# Dimensions

*In this lesson, we'll take a look at what happens to the area of a figure if you increase its dimensions, for example, by doubling each.*What happens to the area of a rectangle if you double the width and double the length? Many people think that the area doubles, but that is wrong. The area quadruples--it multiplies by 4. Let's look at why this is the case. We're doubling the length, and doubling the width, but remember that these two dimensions get multiplied together. That means we are multiplying an extra 2 x 2, which means the area increases by a factor of 4. It gets quadrupled.

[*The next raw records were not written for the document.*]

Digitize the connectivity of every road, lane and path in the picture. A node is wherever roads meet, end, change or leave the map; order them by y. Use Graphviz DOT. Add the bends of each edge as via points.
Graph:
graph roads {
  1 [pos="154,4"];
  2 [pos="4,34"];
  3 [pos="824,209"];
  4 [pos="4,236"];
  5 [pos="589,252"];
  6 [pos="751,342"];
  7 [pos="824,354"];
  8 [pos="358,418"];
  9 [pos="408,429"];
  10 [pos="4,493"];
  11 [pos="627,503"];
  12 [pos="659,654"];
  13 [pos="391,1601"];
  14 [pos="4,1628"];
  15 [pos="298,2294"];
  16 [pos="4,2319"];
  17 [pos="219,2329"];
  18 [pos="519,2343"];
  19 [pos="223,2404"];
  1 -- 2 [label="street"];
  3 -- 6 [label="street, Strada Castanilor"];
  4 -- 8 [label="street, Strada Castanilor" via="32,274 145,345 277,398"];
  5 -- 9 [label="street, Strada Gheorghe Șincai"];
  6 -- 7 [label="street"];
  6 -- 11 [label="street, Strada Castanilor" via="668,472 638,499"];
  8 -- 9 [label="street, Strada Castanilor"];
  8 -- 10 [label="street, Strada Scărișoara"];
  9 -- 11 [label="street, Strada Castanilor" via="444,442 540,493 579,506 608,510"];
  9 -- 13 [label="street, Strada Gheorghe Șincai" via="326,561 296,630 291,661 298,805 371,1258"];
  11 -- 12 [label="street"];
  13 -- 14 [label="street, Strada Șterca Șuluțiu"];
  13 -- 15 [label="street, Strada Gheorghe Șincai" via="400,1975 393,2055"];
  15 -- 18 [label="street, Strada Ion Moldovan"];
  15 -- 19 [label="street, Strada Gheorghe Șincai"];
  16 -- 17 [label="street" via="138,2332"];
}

The same would be true for a square, or parallelogram, or any figure in which we multiply length and width to find the area.

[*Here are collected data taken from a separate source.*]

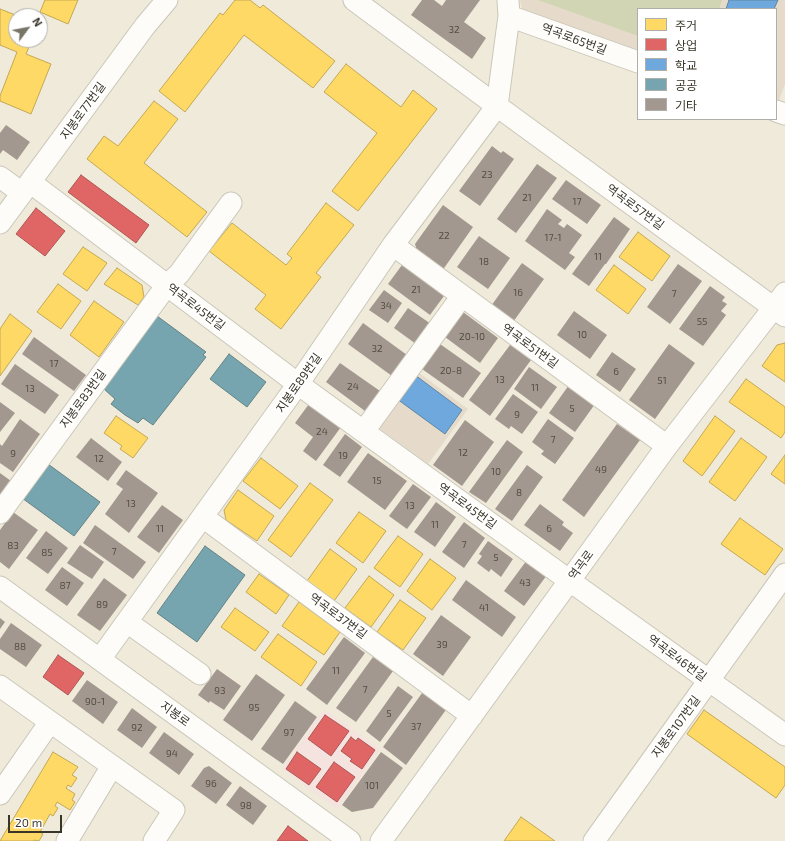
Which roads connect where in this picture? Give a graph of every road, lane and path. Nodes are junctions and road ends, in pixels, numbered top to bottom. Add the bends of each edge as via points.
1 (167, 0) edge
2 (354, 0) edge
3 (509, 8) edge
4 (637, 62) edge
5 (496, 106) junction
6 (0, 177) edge
7 (26, 187) junction
8 (231, 203) dead end
9 (0, 223) edge
10 (393, 245) junction
11 (167, 285) junction
12 (462, 296) junction
13 (781, 306) edge
14 (298, 384) junction
15 (364, 431) junction
16 (667, 446) junction
17 (0, 513) edge
18 (203, 517) junction
19 (785, 574) edge
20 (570, 581) junction
21 (0, 587) edge
22 (127, 622) junction
23 (100, 659) junction
24 (200, 674) dead end
25 (709, 681) junction
26 (0, 686) edge
27 (472, 716) junction
28 (50, 722) junction
29 (785, 735) edge
30 (112, 766) junction
31 (0, 794) edge
32 (67, 841) edge
33 (154, 841) edge
34 (350, 841) edge
35 (381, 841) edge
36 (594, 841) edge

1 - 7 street, 지봉로77번길
2 - 5 street, 역곡로57번길
3 - 4 street, 역곡로65번길
3 - 5 street
5 - 10 street, 지봉로89번길
5 - 13 street, 역곡로57번길
6 - 7 street, 역곡로45번길
7 - 9 street, 지봉로77번길
7 - 11 street, 역곡로45번길
8 - 11 street, 지봉로83번길 via 179,274
10 - 12 street, 역곡로51번길
10 - 14 street, 지봉로89번길
11 - 14 street, 역곡로45번길
11 - 17 street, 지봉로83번길
12 - 15 street
12 - 16 street, 역곡로51번길
13 - 16 street, 역곡로
14 - 15 street, 역곡로45번길
14 - 18 street, 지봉로89번길
15 - 20 street, 역곡로45번길
16 - 20 street, 역곡로
18 - 22 street, 지봉로89번길
18 - 27 street, 역곡로37번길
19 - 25 street, 지봉로107번길
20 - 25 street, 역곡로46번길
20 - 27 street, 역곡로
21 - 23 street, 지봉로
22 - 23 street, 지봉로89번길
22 - 24 street
23 - 34 street, 지봉로
25 - 29 street, 역곡로46번길
25 - 36 street, 지봉로107번길
26 - 28 street
27 - 35 street, 역곡로
28 - 30 street
28 - 31 street
30 - 32 street
30 - 33 street via 174,810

What happens if we triple each dimension? The area would be multiplied by 9. Each dimension is multiplied by the other, so we're increasing the area by 3 x 3 or 3

^{2}, which is 9. The area is 9 times a great.

What happens if we multiply one dimension by 3 and the other by 2? The area would be multiplied by 3 x 2, or 6. Make sure you understand this.

What happens if we double the radius of a circle? The radius is being multiplied by 2, but as part of our formula, we are squaring that 2. This means that the area is quadrupled.

Make sure that you feel comfortable with these ideas, since test-makers love to try to trick you with these concepts. This idea also comes up in everyday life. If you are going to carpet a room that is double the dimensions of another room, you don't need twice as much carpet, you need four times as much.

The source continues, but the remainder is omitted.